La Caporetto di tracciamento e tamponi

 

Lucia Galli

 

Gentile direttore, 

in questi giorni ho avuto la sventura di sperimentare in prima persona la Caporetto del sistema del tracciamento dei contagi, particolarmente devastante,

ahimè, nella provincia dove abito, Lucca. 

Poiché nella classe di mia figlia di 12 anni c’è stato un caso di positività  al virus, vengo contattata dalla Asl locale per ufficializzare la quarantena e, penso ingenuamente, per prenotare un tampone: e invece no. La signora con cui parlo mi spiega infatti, con molta pazienza, che, se rinuncio al tampone, mia figlia può rientrare a scuola dopo 14 giorni; se invece voglio proprio farlo, accetteranno la domanda, ma i tempi saranno molto lunghi, sicuramente

più lunghi dei 14 giorni di quarantena, perché purtroppo mancano i reagenti, e ancora stanno aspettando i risultati di tamponi effettuati il 2 novembre.

Solo nel caso che si presentassero dei sintomi, sarei tenuta a richiederlo e potrei sperare in una maggiore rapidità.

  Messa di fronte a questa alternativa (direi una pseudoalternativa), come suppongo molti genitori, ho infine rinunciato al tampone e optato per la quarantena:

ma con la sgradevolissima e amara sensazione di aver assistito ad una resa senza condizioni.

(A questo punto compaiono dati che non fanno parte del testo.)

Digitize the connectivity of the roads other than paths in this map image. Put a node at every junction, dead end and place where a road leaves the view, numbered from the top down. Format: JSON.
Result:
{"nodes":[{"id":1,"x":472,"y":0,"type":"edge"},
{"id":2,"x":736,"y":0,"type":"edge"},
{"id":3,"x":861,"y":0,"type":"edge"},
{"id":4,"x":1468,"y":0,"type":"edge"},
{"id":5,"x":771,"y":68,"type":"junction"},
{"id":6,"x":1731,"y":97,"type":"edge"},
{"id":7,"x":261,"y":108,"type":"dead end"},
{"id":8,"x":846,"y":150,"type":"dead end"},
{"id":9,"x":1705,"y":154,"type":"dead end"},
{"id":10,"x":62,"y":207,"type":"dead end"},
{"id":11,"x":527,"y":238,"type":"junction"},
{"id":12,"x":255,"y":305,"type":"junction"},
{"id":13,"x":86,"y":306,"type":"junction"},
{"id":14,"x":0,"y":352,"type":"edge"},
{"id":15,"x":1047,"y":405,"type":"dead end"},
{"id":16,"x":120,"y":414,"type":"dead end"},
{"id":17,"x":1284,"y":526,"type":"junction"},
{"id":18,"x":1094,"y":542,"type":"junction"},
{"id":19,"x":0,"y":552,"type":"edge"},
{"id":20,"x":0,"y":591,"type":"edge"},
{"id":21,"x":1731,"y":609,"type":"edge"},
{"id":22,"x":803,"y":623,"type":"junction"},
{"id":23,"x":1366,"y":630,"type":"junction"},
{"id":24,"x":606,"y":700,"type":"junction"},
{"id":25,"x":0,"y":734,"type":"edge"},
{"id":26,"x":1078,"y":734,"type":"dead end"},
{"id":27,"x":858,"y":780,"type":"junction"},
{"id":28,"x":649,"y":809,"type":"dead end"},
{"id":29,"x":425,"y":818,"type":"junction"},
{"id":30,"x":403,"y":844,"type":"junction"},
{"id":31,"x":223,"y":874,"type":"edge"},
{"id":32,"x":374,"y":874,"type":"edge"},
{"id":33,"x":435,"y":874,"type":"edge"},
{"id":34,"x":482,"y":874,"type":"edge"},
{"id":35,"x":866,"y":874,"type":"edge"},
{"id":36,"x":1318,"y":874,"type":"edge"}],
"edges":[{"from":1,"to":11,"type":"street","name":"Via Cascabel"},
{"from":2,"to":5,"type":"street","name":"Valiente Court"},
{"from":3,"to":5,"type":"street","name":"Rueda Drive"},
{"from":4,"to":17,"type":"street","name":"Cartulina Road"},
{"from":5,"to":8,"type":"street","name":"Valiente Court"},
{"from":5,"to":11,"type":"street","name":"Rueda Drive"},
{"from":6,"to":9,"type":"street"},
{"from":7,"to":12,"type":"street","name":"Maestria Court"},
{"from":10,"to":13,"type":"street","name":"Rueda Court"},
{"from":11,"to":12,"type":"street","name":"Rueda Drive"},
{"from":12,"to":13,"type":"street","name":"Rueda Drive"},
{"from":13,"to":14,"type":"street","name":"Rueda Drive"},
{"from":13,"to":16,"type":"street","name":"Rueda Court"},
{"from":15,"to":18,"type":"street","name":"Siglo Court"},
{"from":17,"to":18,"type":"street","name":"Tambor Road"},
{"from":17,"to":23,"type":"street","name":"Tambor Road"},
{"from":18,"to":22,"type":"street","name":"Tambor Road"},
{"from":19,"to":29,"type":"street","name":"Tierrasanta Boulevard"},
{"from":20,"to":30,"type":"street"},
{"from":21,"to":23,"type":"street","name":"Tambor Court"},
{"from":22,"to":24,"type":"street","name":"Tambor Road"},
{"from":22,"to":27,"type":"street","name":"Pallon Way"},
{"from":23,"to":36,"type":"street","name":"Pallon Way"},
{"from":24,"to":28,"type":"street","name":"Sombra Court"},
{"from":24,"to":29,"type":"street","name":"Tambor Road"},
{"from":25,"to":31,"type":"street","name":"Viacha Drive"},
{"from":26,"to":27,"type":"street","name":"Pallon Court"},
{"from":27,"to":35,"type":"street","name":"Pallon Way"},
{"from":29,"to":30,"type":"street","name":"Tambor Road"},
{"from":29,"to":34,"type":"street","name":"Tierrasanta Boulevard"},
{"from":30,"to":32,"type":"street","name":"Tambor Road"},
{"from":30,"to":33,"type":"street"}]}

L’Azienda sanitaria rinuncia a verificare se il contatto stretto di un positivo è stato contagiato oppure no; rinuncia a tutelare i familiari del contatto

che potranno contagiare inconsapevolmente a loro volta altre persone; rinuncia a proteggere studenti e personale della scuola perché i ragazzi sono in larga misura asintomatici e quando rientreranno a scuola alla fine della quarantena i positivi non accertati faranno in tempo a contagiare chi ancora fosse rimasto indenne dal contagio.

 

(da La Nazione – 12 novembre 2020)

 

P.S. Oggi (12 novembre 2020) leggo sulla “Nazione”, cronaca di Lucca, una intervista ad Ilaria Vietina, assessora alle politiche formative, a proposito

delle difficoltà  di gestire l’insegnamento a scuola con il prolungarsi delle quarantene. Questa la soluzione proposta dall’assessora: «credo che

sarebbe logico che la Asl disponesse che, in caso di asintomaticità , tutti gli studenti possano rientrare a scuola dopo 14 giorni di isolamento, senza

passare dal tampone”.

 

 

 

Classi in quarantena, docenti in classe

 

Nella classe di mia figlia, una terza media, è stato accertato un caso di coronavirus, e di conseguenza per tutta la classe è stata disposta la quarantena

e la didattica online.

 Come ho scoperto, però, non è stato ritenuto necessario adottare le stesse misure nei confronti dei docenti della classe, che quindi continuano a seguire

in presenza le altre classi non in quarantena: questo significa, in concreto, che un insegnante che fino al giorno prima condivideva per un’ora o più la stessa stanza con uno studente positivo, ora segue a distanza la classe in quarantena, ma entra tranquillamente nelle altre classi, in mezzo ad altri

studenti, e frequenta altrettanto tranquillamente i suoi colleghi e il personale della scuola.

  Questo significa anche, visto che nella scuola c’erano altre classi in quarantena, che nella classe di mia figlia, finché ha frequentato in presenza,

possono essere entrati insegnanti che sono stati in contatto in precedenza con studenti positivi al coronavirus.

  Questo è il modo in cui viene tutelata la salute dei nostri figli e del personale scolastico?

Secondo un recente studio dei meccanismi di propagazione del contagio in una classe di 24 alunni, il caso più pericoloso è quello di un insegnante positivo al coronavirus: ed anche se tutti quanti, insegnante e alunni, indossano continuativamente la mascherina (e così non è stato, nelle scuole medie, fino a pochi giorni fa) e anche se vi è una regolare aerazione (come

non è sempre possibile nelle aule per ragioni climatiche o logistiche), il docente positivo rischia di contagiare almeno uno studente.

  Se disgraziatamente mia figlia risultasse positiva al coronavirus, a chi dovrò chiedere conto?